Does the Sky teach you thing or two on Optical Fiber Design ?




Does the Sky teach you thing or two on Optical Fiber Design ?



The Blue Sky, Why ?


Have you ever looked at the open skies and appreciated the absolute feeling of grandeur that it gives to our eyes ? Most of us would have had this experience at some moment or other in our lives, maybe many of us would not remember that moment while for some it must be a time that they may cherish recollecting even today.

That one common thing that we all would have noticed would be the colour of the sky which in its most probability (other than the early sunrise and the Sunset) would be that Beautiful Blue, but how many of us have ever wondered why is it only Blue and not any other colour ? So the basic need is in questioning ourselves, which we rarely do.

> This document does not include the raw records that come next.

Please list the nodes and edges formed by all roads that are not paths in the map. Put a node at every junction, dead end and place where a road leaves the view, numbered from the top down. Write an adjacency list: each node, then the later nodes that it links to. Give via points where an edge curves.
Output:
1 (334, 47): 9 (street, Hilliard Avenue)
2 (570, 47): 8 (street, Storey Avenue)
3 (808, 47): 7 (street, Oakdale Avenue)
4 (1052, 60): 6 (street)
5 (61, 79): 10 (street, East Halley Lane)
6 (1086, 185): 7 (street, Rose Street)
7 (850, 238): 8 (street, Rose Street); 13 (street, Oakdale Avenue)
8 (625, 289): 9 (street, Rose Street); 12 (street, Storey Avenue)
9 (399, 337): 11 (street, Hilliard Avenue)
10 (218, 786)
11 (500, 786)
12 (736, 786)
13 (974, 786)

I am not going to be philosophical now on and talk things that are purely technical and therefore will relate to the basic operational guidance that must always be kept in mind when we design Optical Fiber networks. So am I going to make some very startling discovery about the colour of the sky and its relative meaning in Optical design, Maybe Yes. Let's give a try

Einstein once said 'If you can't explain it to a six year old, you don't understand it yourself.' and therefore the objective here would be to make it as simple as possible to understand.





Recall those good old days in the school
Even though the sun’s light may look white/yellow/ Orange  it’s actually made up from all the colours of the rainbow which is the visible light spectrum that's a combination of various colours traveling at different wavelengths. We all at some part of our lives would have seen the colour prism, which is a  3D triangle. When light passes through a prism we see all the colours of the rainbow coming out the other end.


In a similar fashion when sunlight reaches the Earth’s atmosphere it’s scattered by the atmospheric prism consisting of  gas molecules and particles in the air. The sunlight that is scattered more is blue than any other colour because its blue that travels in shorter and smaller waves. It's this very reason why we usually see a blue sky. 



Wavelength Matters
Light energy travels in waves. All colours have different sized waves, red having bigger waves and blue having smaller waves which are termed in technical language as wavelengths. Light travels in straight lines unless something obstructs it, a mirror would reflect it, a prism would bend it and gas molecules would scatter it. So what's there up in the sky are gas molecules that scatter it all across on the viewing window on the Top which is the sky.


So now it's a given that light traveling in shorter wavelengths travels less farther than the light traveling in higher wavelengths and this is what forms the base of why all of 300, 500 & 2000 Ethernet fiber communication channel lengths happen at shorter wavelengths of 850 nm while the 1300/1310 or 1550 nm wavelengths being used for farther distances exceeding 2kms. There are also a number of factors such as optical power, mode, polarization that play a role but it's the wavelength that is one of the most deciding factors.

So whenever you get confused on the length and the wavelength, look no further down as the answer lies at the top in the Sky.